This bullet point troubled me - I thought that nonstandard numbers were too big to fall in the naturals, and that by definition were outside of it (since a nonstandard model of the natural numbers is one nonisomorphic to N.) But maybe nonstandard models are separate from nonstandard sets or elements? If so, could someone explain how nonstandard models relate to the IST notion of standardness? Dr satsuma (talk) 14:41, 20 June 2010 (UTC)

It may be helpful to keep in mind the fact that when one talks about "N" in IST, what one means is "*N" in Robinson's theory. When one says "infinite subset of N" in IST, what one means is "internal subset of *N" in Robinson's theory. Tkuvho (talk) 14:54, 20 June 2010 (UTC)

## A model?

Suppose M is the minimal model of ZFC, all of whose elements are definable. Take an ultrapower, U, of M over some non-principal ultrafilter on ω. For any element x of M, let ι(x) be the equivalence class of the constant function on ω whose value is always x. Then ι is an elementary embedding of M into U. For yU, let S(y) hold whenever there is an xM such that y=ι(x). In other words, the standard elements of U would be just the images of the elements of M. Then it seems to me that (U,S) would be model of IST. Is that right? JRSpriggs (talk) 15:00, 23 December 2010 (UTC)
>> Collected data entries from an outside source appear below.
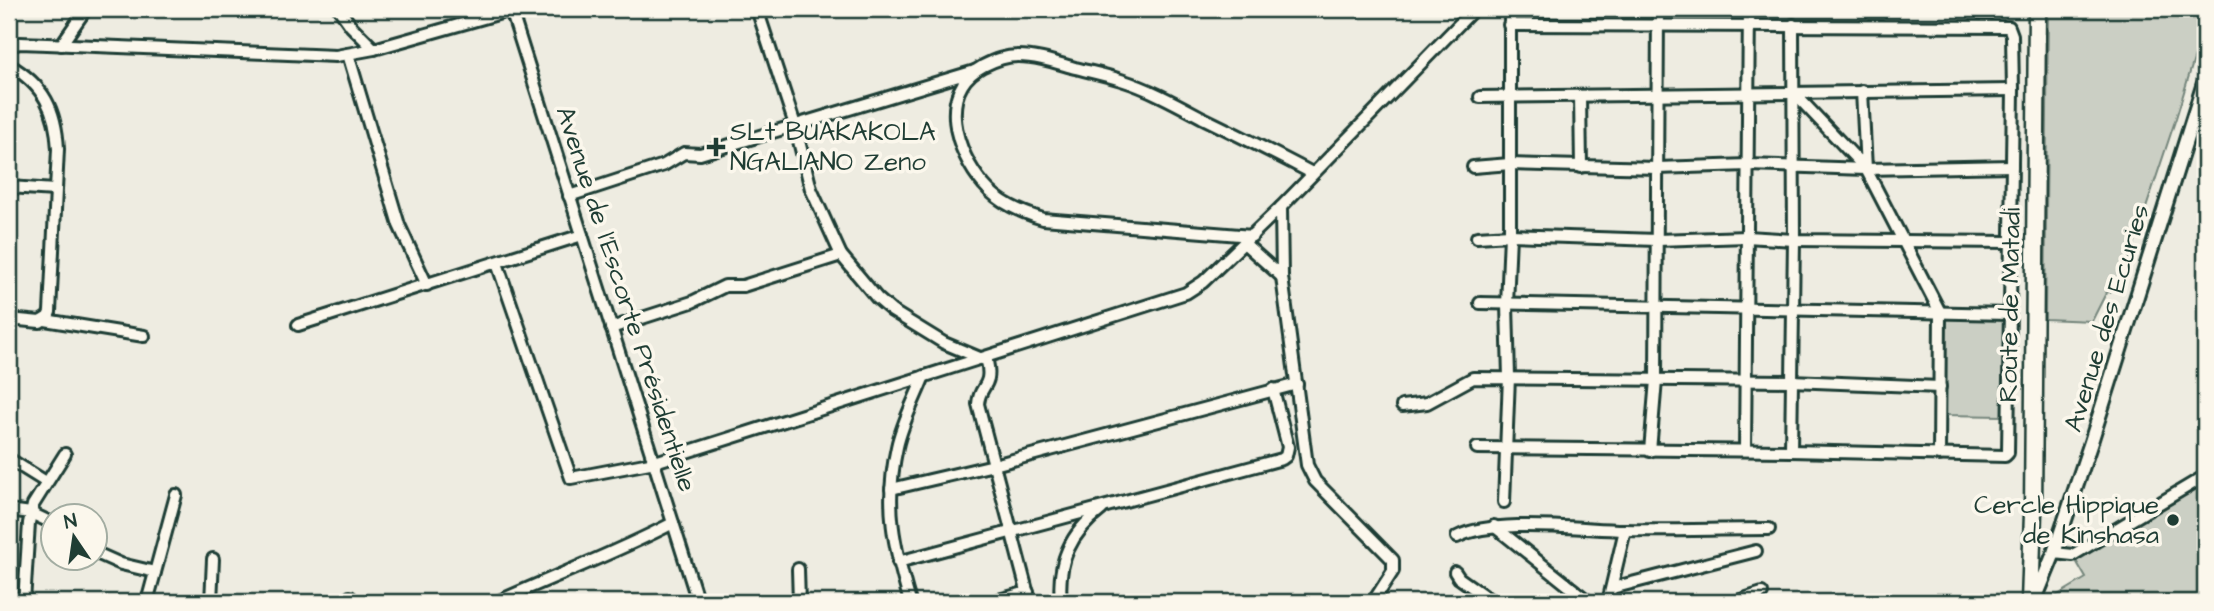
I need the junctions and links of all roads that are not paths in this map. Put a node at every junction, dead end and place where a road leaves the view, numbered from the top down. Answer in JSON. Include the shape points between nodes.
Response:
{"nodes":[{"id":1,"x":86,"y":9,"type":"edge"},
{"id":2,"x":339,"y":9,"type":"edge"},
{"id":3,"x":757,"y":9,"type":"edge"},
{"id":4,"x":1474,"y":9,"type":"edge"},
{"id":5,"x":1510,"y":9,"type":"edge"},
{"id":6,"x":1658,"y":9,"type":"edge"},
{"id":7,"x":1749,"y":9,"type":"edge"},
{"id":8,"x":2037,"y":9,"type":"edge"},
{"id":9,"x":513,"y":10,"type":"edge"},
{"id":10,"x":1509,"y":25,"type":"junction"},
{"id":11,"x":1658,"y":25,"type":"junction"},
{"id":12,"x":1749,"y":25,"type":"junction"},
{"id":13,"x":1793,"y":25,"type":"junction"},
{"id":14,"x":61,"y":45,"type":"junction"},
{"id":15,"x":9,"y":46,"type":"edge"},
{"id":16,"x":374,"y":49,"type":"junction"},
{"id":17,"x":348,"y":54,"type":"junction"},
{"id":18,"x":9,"y":65,"type":"edge"},
{"id":19,"x":975,"y":71,"type":"junction"},
{"id":20,"x":2205,"y":80,"type":"edge"},
{"id":21,"x":2013,"y":90,"type":"junction"},
{"id":22,"x":1862,"y":91,"type":"junction"},
{"id":23,"x":1793,"y":92,"type":"junction"},
{"id":24,"x":1747,"y":93,"type":"junction"},
{"id":25,"x":1656,"y":94,"type":"junction"},
{"id":26,"x":1510,"y":96,"type":"junction"},
{"id":27,"x":1580,"y":96,"type":"junction"},
{"id":28,"x":1480,"y":97,"type":"dead end"},
{"id":29,"x":795,"y":125,"type":"junction"},
{"id":30,"x":1510,"y":164,"type":"junction"},
{"id":31,"x":1748,"y":165,"type":"junction"},
{"id":32,"x":1793,"y":166,"type":"junction"},
{"id":33,"x":2012,"y":166,"type":"junction"},
{"id":34,"x":1473,"y":167,"type":"dead end"},
{"id":35,"x":1581,"y":167,"type":"junction"},
{"id":36,"x":1657,"y":168,"type":"junction"},
{"id":37,"x":1866,"y":169,"type":"junction"},
{"id":38,"x":1312,"y":173,"type":"junction"},
{"id":39,"x":9,"y":187,"type":"edge"},
{"id":40,"x":55,"y":190,"type":"junction"},
{"id":41,"x":569,"y":196,"type":"junction"},
{"id":42,"x":1281,"y":207,"type":"junction"},
{"id":43,"x":1510,"y":235,"type":"junction"},
{"id":44,"x":582,"y":236,"type":"junction"},
{"id":45,"x":1477,"y":237,"type":"dead end"},
{"id":46,"x":1747,"y":237,"type":"junction"},
{"id":47,"x":1248,"y":239,"type":"junction"},
{"id":48,"x":1657,"y":240,"type":"junction"},
{"id":49,"x":1794,"y":240,"type":"junction"},
{"id":50,"x":1904,"y":242,"type":"junction"},
{"id":51,"x":2010,"y":242,"type":"junction"},
{"id":52,"x":841,"y":255,"type":"junction"},
{"id":53,"x":497,"y":263,"type":"junction"},
{"id":54,"x":1282,"y":277,"type":"junction"},
{"id":55,"x":427,"y":285,"type":"junction"},
{"id":56,"x":1480,"y":303,"type":"dead end"},
{"id":57,"x":1507,"y":305,"type":"junction"},
{"id":58,"x":1656,"y":308,"type":"junction"},
{"id":59,"x":1747,"y":308,"type":"junction"},
{"id":60,"x":1793,"y":309,"type":"junction"},
{"id":61,"x":1940,"y":312,"type":"junction"},
{"id":62,"x":2009,"y":314,"type":"junction"},
{"id":63,"x":9,"y":319,"type":"edge"},
{"id":64,"x":45,"y":320,"type":"junction"},
{"id":65,"x":298,"y":325,"type":"dead end"},
{"id":66,"x":611,"y":328,"type":"junction"},
{"id":67,"x":144,"y":336,"type":"dead end"},
{"id":68,"x":984,"y":358,"type":"junction"},
{"id":69,"x":924,"y":376,"type":"junction"},
{"id":70,"x":1509,"y":377,"type":"junction"},
{"id":71,"x":1656,"y":380,"type":"junction"},
{"id":72,"x":1747,"y":381,"type":"junction"},
{"id":73,"x":1791,"y":382,"type":"junction"},
{"id":74,"x":1297,"y":384,"type":"junction"},
{"id":75,"x":1940,"y":387,"type":"junction"},
{"id":76,"x":1273,"y":389,"type":"junction"},
{"id":77,"x":1402,"y":406,"type":"dead end"},
{"id":78,"x":1477,"y":448,"type":"dead end"},
{"id":79,"x":1505,"y":449,"type":"junction"},
{"id":80,"x":1745,"y":450,"type":"junction"},
{"id":81,"x":1650,"y":451,"type":"junction"},
{"id":82,"x":1791,"y":451,"type":"junction"},
{"id":83,"x":65,"y":454,"type":"dead end"},
{"id":84,"x":1939,"y":455,"type":"junction"},
{"id":85,"x":9,"y":459,"type":"edge"},
{"id":86,"x":655,"y":462,"type":"junction"},
{"id":87,"x":994,"y":465,"type":"junction"},
{"id":88,"x":2205,"y":476,"type":"edge"},
{"id":89,"x":46,"y":482,"type":"junction"},
{"id":90,"x":891,"y":489,"type":"junction"},
{"id":91,"x":176,"y":495,"type":"dead end"},
{"id":92,"x":1504,"y":502,"type":"dead end"},
{"id":93,"x":1107,"y":505,"type":"junction"},
{"id":94,"x":9,"y":510,"type":"edge"},
{"id":95,"x":31,"y":513,"type":"junction"},
{"id":96,"x":38,"y":516,"type":"edge"},
{"id":97,"x":673,"y":523,"type":"junction"},
{"id":98,"x":1494,"y":526,"type":"junction"},
{"id":99,"x":1769,"y":529,"type":"dead end"},
{"id":100,"x":1011,"y":530,"type":"junction"},
{"id":101,"x":1625,"y":530,"type":"junction"},
{"id":102,"x":1457,"y":537,"type":"dead end"},
{"id":103,"x":1756,"y":551,"type":"dead end"},
{"id":104,"x":2054,"y":553,"type":"junction"},
{"id":105,"x":108,"y":558,"type":"edge"},
{"id":106,"x":213,"y":559,"type":"dead end"},
{"id":107,"x":898,"y":562,"type":"junction"},
{"id":108,"x":2031,"y":564,"type":"junction"},
{"id":109,"x":2048,"y":568,"type":"junction"},
{"id":110,"x":798,"y":569,"type":"dead end"},
{"id":111,"x":155,"y":572,"type":"junction"},
{"id":112,"x":1455,"y":572,"type":"dead end"},
{"id":113,"x":1612,"y":588,"type":"junction"},
{"id":114,"x":1762,"y":593,"type":"dead end"},
{"id":115,"x":1029,"y":597,"type":"edge"},
{"id":116,"x":1486,"y":600,"type":"edge"},
{"id":117,"x":24,"y":602,"type":"edge"},
{"id":118,"x":147,"y":602,"type":"edge"},
{"id":119,"x":211,"y":602,"type":"edge"},
{"id":120,"x":497,"y":602,"type":"edge"},
{"id":121,"x":698,"y":602,"type":"edge"},
{"id":122,"x":799,"y":602,"type":"edge"},
{"id":123,"x":910,"y":602,"type":"edge"},
{"id":124,"x":991,"y":602,"type":"edge"},
{"id":125,"x":1061,"y":602,"type":"edge"},
{"id":126,"x":1373,"y":602,"type":"edge"},
{"id":127,"x":1590,"y":602,"type":"edge"},
{"id":128,"x":1608,"y":602,"type":"edge"},
{"id":129,"x":1734,"y":602,"type":"edge"},
{"id":130,"x":2031,"y":602,"type":"edge"}],
"edges":[{"from":1,"to":14,"type":"street"},
{"from":2,"to":16,"type":"street"},
{"from":3,"to":29,"type":"street"},
{"from":4,"to":38,"type":"street"},
{"from":5,"to":10,"type":"street"},
{"from":6,"to":11,"type":"street"},
{"from":7,"to":12,"type":"street"},
{"from":8,"to":108,"type":"main road","name":"Route de Matadi"},
{"from":9,"to":16,"type":"street"},
{"from":9,"to":41,"type":"street","name":"Avenue de l'Escorte Présidentielle"},
{"from":10,"to":11,"type":"street"},
{"from":10,"to":26,"type":"street"},
{"from":11,"to":12,"type":"street"},
{"from":11,"to":25,"type":"street"},
{"from":12,"to":13,"type":"street"},
{"from":12,"to":24,"type":"street"},
{"from":13,"to":21,"type":"street","via":[[2009,27]]},
{"from":13,"to":23,"type":"street"},
{"from":14,"to":15,"type":"street"},
{"from":14,"to":17,"type":"street"},
{"from":16,"to":17,"type":"street"},
{"from":17,"to":55,"type":"street","via":[[399,225]]},
{"from":18,"to":40,"type":"street","via":[[31,79],[49,106],[57,139]]},
{"from":19,"to":29,"type":"street"},
{"from":19,"to":38,"type":"street","via":[[999,58],[1037,57],[1123,80]]},
{"from":19,"to":47,"type":"street","via":[[959,89],[954,111],[958,139],[968,163],[999,199],[1043,219]]},
{"from":20,"to":104,"type":"street","name":"Avenue des Ecuries"},
{"from":21,"to":22,"type":"street"},
{"from":21,"to":33,"type":"street"},
{"from":22,"to":23,"type":"street"},
{"from":22,"to":37,"type":"street"},
{"from":23,"to":24,"type":"street"},
{"from":23,"to":32,"type":"street"},
{"from":23,"to":37,"type":"street"},
{"from":24,"to":25,"type":"street"},
{"from":24,"to":31,"type":"street"},
{"from":25,"to":27,"type":"street"},
{"from":25,"to":36,"type":"street"},
{"from":26,"to":27,"type":"street"},
{"from":26,"to":28,"type":"street"},
{"from":26,"to":30,"type":"street"},
{"from":27,"to":35,"type":"street"},
{"from":29,"to":41,"type":"street","via":[[700,154],[684,153],[664,165]]},
{"from":29,"to":52,"type":"street","via":[[815,198]]},
{"from":30,"to":34,"type":"street"},
{"from":30,"to":35,"type":"street"},
{"from":30,"to":43,"type":"street"},
{"from":31,"to":32,"type":"street"},
{"from":31,"to":36,"type":"street"},
{"from":31,"to":46,"type":"street"},
{"from":32,"to":37,"type":"street"},
{"from":32,"to":49,"type":"street"},
{"from":33,"to":37,"type":"street"},
{"from":33,"to":51,"type":"street"},
{"from":35,"to":36,"type":"street"},
{"from":36,"to":48,"type":"street"},
{"from":37,"to":50,"type":"street"},
{"from":38,"to":42,"type":"street"},
{"from":39,"to":40,"type":"street"},
{"from":40,"to":64,"type":"street","via":[[50,312]]},
{"from":41,"to":44,"type":"street","name":"Avenue de l'Escorte Présidentielle"},
{"from":42,"to":47,"type":"street"},
{"from":42,"to":54,"type":"street"},
{"from":43,"to":45,"type":"street"},
{"from":43,"to":48,"type":"street"},
{"from":43,"to":57,"type":"street"},
{"from":44,"to":53,"type":"street"},
{"from":44,"to":66,"type":"street","name":"Avenue de l'Escorte Présidentielle"},
{"from":46,"to":48,"type":"street"},
{"from":46,"to":49,"type":"street"},
{"from":46,"to":59,"type":"street"},
{"from":47,"to":54,"type":"street"},
{"from":47,"to":68,"type":"street","via":[[1186,293]]},
{"from":48,"to":58,"type":"street"},
{"from":49,"to":50,"type":"street"},
{"from":49,"to":60,"type":"street"},
{"from":50,"to":51,"type":"street"},
{"from":50,"to":61,"type":"street"},
{"from":51,"to":62,"type":"street"},
{"from":52,"to":66,"type":"street","via":[[743,286],[725,286],[692,302]]},
{"from":52,"to":68,"type":"street","via":[[892,311],[943,343]]},
{"from":53,"to":55,"type":"street"},
{"from":53,"to":86,"type":"street","via":[[571,478]]},
{"from":54,"to":74,"type":"street"},
{"from":55,"to":65,"type":"street"},
{"from":56,"to":57,"type":"street"},
{"from":57,"to":58,"type":"street"},
{"from":57,"to":70,"type":"street"},
{"from":58,"to":59,"type":"street"},
{"from":58,"to":71,"type":"street"},
{"from":59,"to":60,"type":"street"},
{"from":59,"to":72,"type":"street"},
{"from":60,"to":61,"type":"street"},
{"from":60,"to":73,"type":"street"},
{"from":61,"to":62,"type":"street"},
{"from":61,"to":75,"type":"street"},
{"from":62,"to":84,"type":"street","via":[[2008,454]]},
{"from":63,"to":64,"type":"street"},
{"from":64,"to":67,"type":"street"},
{"from":66,"to":86,"type":"street","name":"Avenue de l'Escorte Présidentielle"},
{"from":68,"to":69,"type":"street"},
{"from":68,"to":87,"type":"street","via":[[990,378],[978,404]]},
{"from":69,"to":86,"type":"street"},
{"from":69,"to":90,"type":"street","via":[[897,447]]},
{"from":70,"to":71,"type":"street"},
{"from":70,"to":77,"type":"street","via":[[1474,378],[1427,403]]},
{"from":70,"to":79,"type":"street"},
{"from":71,"to":72,"type":"street"},
{"from":71,"to":81,"type":"street"},
{"from":72,"to":73,"type":"street"},
{"from":72,"to":80,"type":"street"},
{"from":73,"to":75,"type":"street"},
{"from":73,"to":82,"type":"street"},
{"from":74,"to":76,"type":"street"},
{"from":74,"to":126,"type":"street","via":[[1310,473],[1392,560],[1393,571]]},
{"from":75,"to":84,"type":"street"},
{"from":76,"to":87,"type":"street"},
{"from":76,"to":93,"type":"street","via":[[1288,447],[1286,456]]},
{"from":78,"to":79,"type":"street"},
{"from":79,"to":81,"type":"street"},
{"from":79,"to":92,"type":"street"},
{"from":80,"to":81,"type":"street"},
{"from":80,"to":82,"type":"street"},
{"from":82,"to":84,"type":"street"},
{"from":83,"to":89,"type":"street"},
{"from":85,"to":89,"type":"street"},
{"from":86,"to":97,"type":"street","name":"Avenue de l'Escorte Présidentielle"},
{"from":87,"to":90,"type":"street"},
{"from":87,"to":100,"type":"street"},
{"from":88,"to":104,"type":"street","via":[[2073,555]]},
{"from":89,"to":95,"type":"street"},
{"from":90,"to":107,"type":"street"},
{"from":91,"to":111,"type":"street"},
{"from":93,"to":100,"type":"street"},
{"from":93,"to":125,"type":"street","via":[[1083,525],[1067,550],[1059,579]]},
{"from":94,"to":95,"type":"street"},
{"from":95,"to":96,"type":"street"},
{"from":95,"to":117,"type":"street"},
{"from":97,"to":120,"type":"street"},
{"from":97,"to":121,"type":"street","name":"Avenue de l'Escorte Présidentielle"},
{"from":98,"to":101,"type":"street"},
{"from":98,"to":102,"type":"street"},
{"from":98,"to":127,"type":"street"},
{"from":99,"to":101,"type":"street"},
{"from":100,"to":107,"type":"street"},
{"from":100,"to":115,"type":"street"},
{"from":101,"to":113,"type":"street"},
{"from":103,"to":113,"type":"street"},
{"from":104,"to":109,"type":"street","name":"Avenue des Ecuries"},
{"from":105,"to":111,"type":"street"},
{"from":106,"to":119,"type":"street"},
{"from":107,"to":123,"type":"street"},
{"from":108,"to":109,"type":"street"},
{"from":108,"to":130,"type":"main road","name":"Route de Matadi"},
{"from":109,"to":130,"type":"street","name":"Avenue des Ecuries"},
{"from":110,"to":122,"type":"street"},
{"from":111,"to":118,"type":"street"},
{"from":112,"to":116,"type":"street"},
{"from":113,"to":128,"type":"street"},
{"from":114,"to":129,"type":"street"},
{"from":115,"to":124,"type":"street"}]}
Do you have a specific purpose in mind when you start with a minimal model of ZFC rather than the "usual" model? Otherwise you seem to have summarized the ultrapower construction, which can certainly be re-worded in terms of IST. The advantage of IST is to codify as axioms certain properties that require tedious proof in the so to speak standard non-standard approach. Tkuvho (talk) 15:50, 23 December 2010 (UTC)
I was trying to confirm the claim that IST is a conservative extension of ZFC + exists a standard model of ZFC, by constructing a model of IST within the universe of ZFC. The minimal model (a set in that universe) has the property that each element is definable, thus satisfying "Any number uniquely specified by a classical formula is standard (by definition).". JRSpriggs (talk) 19:33, 23 December 2010 (UTC)
That's an interesting idea. I don't know enough about set-theoretical minimal models to comment competently. I am not sure why one would need minimal models to prove conservativeness. Apparently the existence of the ultrapower construction, together with all the tedious theorems that the properties taken as axioms in IST are indeed satisfied (particularly the "idealisation" axiom, which I don't understand fully; perhaps someone can improve on the explanation in the article), implies conservativeness. Tkuvho (talk) 19:43, 23 December 2010 (UTC)
What you seem to want to gain through working with minimal models is a particular realisation of the "standard" predicate in IST, namely that an individual will be "standard" if and only if it is definable. Is that correct? This may well be true, but I am still not sure if it is directly related to a verification of "conservativeness". Tkuvho (talk) 08:45, 24 December 2010 (UTC)
Yes, I see. If you limit yourself to just verifying the three additional axioms, then using the minimal model for M or even a countable model is not necessary. But this raises the question whether the three axioms adequately represent the intuitive notion of "standard" described in the preceding section. JRSpriggs (talk) 12:44, 24 December 2010 (UTC)
I made a comment about this at the discussion at constructions of real numbers, feel free to comment further. Tkuvho (talk) 16:32, 25 December 2010 (UTC)
Actually the comment I was referring to was at real number, not at "construction". Here is the relevant segment of the discussion there:
It's not necessary to resolve this in order to find an acceptable wording for the article. But I don't see why we need ZFC to see that the real line is a complete Archimedean ordered field; I think this is clear just from our intuition about various properties of idealized geometric lines. — Carl (CBM · talk) 22:13, 22 December 2010 (UTC)
Trovatore: I am still not sure what you are trying to say. Fine, let's call it "set theory". The traditional approach to defining the reals certainly starts with set theory. The question is, which set theory do you start with? If you don't specify the axioms, you don't know which set theory you are in. If you start with ZF, you get one kind of real field. If you start with the IST axiomatisation, you get a real field with greater ability to express intuitively appealing constructions in calculus. Carl: I think I can appreciate that your "idealized geometric line" is a ZF-based real field. On the other hand, quantum theory tells us that certain tiny lengths are inaccessible even theoretically. Similarly, the finite size of the universe tells us that certain huge sizes are inaccessible even theoretically (see the related motivational discussion at IST). My "idealized geometric line" is much closer to Nelson's than to Cantor's. Tkuvho (talk) 10:25, 23 December 2010 (UTC)
I should add that I am not really sure one can apply the ultrapower construction to the minimal model you mentioned. I am relying on naive set theory in my thinking about the ultrapower construction. One would have to check that whatever set-theoretic tools one needs to implement the ultrapower construction, are still available in the context of a minimal model. Perhaps someone could comment as to the feasibility of this. Tkuvho (talk) 15:50, 3 January 2011 (UTC)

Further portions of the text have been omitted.